**Required work:** Look below for lines that hold the string "Nichols" and copy each one.

**** Records for the exercise ****

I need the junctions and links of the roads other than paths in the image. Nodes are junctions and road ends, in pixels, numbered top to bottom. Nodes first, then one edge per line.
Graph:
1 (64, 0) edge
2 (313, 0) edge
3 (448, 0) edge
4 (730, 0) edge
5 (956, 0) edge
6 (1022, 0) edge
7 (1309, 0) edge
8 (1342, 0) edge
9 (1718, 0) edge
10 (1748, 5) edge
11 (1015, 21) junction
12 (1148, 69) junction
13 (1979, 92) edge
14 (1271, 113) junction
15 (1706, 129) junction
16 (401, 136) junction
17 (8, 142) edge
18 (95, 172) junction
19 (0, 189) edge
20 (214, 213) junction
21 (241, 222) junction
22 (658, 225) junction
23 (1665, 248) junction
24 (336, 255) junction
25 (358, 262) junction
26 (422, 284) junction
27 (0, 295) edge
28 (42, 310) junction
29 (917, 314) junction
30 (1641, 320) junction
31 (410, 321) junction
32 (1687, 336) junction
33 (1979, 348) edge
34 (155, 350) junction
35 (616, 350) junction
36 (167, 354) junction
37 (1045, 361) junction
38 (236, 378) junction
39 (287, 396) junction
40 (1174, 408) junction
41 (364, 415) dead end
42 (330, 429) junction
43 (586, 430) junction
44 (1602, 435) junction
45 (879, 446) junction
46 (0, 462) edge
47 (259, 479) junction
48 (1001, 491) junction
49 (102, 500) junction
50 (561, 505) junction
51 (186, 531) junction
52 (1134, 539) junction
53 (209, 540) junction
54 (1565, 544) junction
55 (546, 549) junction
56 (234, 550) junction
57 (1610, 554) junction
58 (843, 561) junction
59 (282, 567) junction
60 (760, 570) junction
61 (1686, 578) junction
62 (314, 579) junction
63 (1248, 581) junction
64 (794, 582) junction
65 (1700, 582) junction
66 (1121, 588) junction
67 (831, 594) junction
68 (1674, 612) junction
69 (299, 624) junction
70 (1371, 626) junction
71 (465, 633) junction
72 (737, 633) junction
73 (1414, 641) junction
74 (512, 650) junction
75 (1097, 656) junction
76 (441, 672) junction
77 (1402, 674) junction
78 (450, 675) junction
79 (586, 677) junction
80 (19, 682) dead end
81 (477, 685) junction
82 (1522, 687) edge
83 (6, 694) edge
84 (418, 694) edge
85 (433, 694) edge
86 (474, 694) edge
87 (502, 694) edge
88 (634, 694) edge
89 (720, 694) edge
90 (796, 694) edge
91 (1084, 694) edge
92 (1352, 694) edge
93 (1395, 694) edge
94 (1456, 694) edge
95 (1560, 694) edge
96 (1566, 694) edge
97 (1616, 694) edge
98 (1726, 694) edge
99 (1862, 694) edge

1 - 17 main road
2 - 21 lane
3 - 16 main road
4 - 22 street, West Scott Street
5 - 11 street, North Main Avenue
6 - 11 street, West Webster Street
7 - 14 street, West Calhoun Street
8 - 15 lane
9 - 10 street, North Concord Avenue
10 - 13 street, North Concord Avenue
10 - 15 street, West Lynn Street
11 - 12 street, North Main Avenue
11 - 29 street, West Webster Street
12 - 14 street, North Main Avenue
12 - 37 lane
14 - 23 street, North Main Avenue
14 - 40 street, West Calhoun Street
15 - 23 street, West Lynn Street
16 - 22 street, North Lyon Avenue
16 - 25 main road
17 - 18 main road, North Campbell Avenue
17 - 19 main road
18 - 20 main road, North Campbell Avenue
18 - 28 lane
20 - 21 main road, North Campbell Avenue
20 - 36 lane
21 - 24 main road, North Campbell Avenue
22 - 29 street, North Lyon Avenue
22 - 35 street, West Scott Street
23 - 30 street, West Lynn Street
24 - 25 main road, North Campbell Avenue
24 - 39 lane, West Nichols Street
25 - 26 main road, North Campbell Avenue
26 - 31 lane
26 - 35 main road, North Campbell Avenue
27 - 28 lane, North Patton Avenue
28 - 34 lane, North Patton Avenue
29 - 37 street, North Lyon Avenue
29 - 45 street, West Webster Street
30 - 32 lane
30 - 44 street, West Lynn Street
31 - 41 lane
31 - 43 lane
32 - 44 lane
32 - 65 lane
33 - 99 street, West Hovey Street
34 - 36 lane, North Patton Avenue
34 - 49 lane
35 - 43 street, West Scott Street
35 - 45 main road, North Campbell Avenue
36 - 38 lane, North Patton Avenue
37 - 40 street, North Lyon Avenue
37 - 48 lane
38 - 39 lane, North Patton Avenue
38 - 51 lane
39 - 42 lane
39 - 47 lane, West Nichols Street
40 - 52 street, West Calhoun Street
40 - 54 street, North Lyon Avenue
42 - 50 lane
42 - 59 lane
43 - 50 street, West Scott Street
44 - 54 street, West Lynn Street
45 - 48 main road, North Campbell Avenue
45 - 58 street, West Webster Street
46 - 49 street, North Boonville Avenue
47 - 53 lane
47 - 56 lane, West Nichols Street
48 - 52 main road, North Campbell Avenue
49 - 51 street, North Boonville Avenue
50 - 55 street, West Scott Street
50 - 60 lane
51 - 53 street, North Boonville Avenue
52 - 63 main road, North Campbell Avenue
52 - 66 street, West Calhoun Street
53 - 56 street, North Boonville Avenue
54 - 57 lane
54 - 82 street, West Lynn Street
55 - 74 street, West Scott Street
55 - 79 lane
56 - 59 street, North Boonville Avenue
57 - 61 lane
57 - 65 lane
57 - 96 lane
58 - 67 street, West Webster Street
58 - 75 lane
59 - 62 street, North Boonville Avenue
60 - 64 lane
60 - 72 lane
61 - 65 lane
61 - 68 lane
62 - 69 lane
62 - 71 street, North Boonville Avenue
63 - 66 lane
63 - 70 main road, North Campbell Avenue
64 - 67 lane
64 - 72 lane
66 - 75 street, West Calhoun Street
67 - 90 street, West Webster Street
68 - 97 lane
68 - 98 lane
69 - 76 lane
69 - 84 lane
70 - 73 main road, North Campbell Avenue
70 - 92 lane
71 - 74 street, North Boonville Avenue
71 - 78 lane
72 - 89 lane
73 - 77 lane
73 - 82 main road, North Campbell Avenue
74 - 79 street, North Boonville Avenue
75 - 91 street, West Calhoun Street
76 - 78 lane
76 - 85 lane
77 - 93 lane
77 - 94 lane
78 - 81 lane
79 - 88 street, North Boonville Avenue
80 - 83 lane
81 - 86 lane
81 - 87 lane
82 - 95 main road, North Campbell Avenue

****

**Expected answer:**
24 - 39 lane, West Nichols Street
39 - 47 lane, West Nichols Street
47 - 56 lane, West Nichols Street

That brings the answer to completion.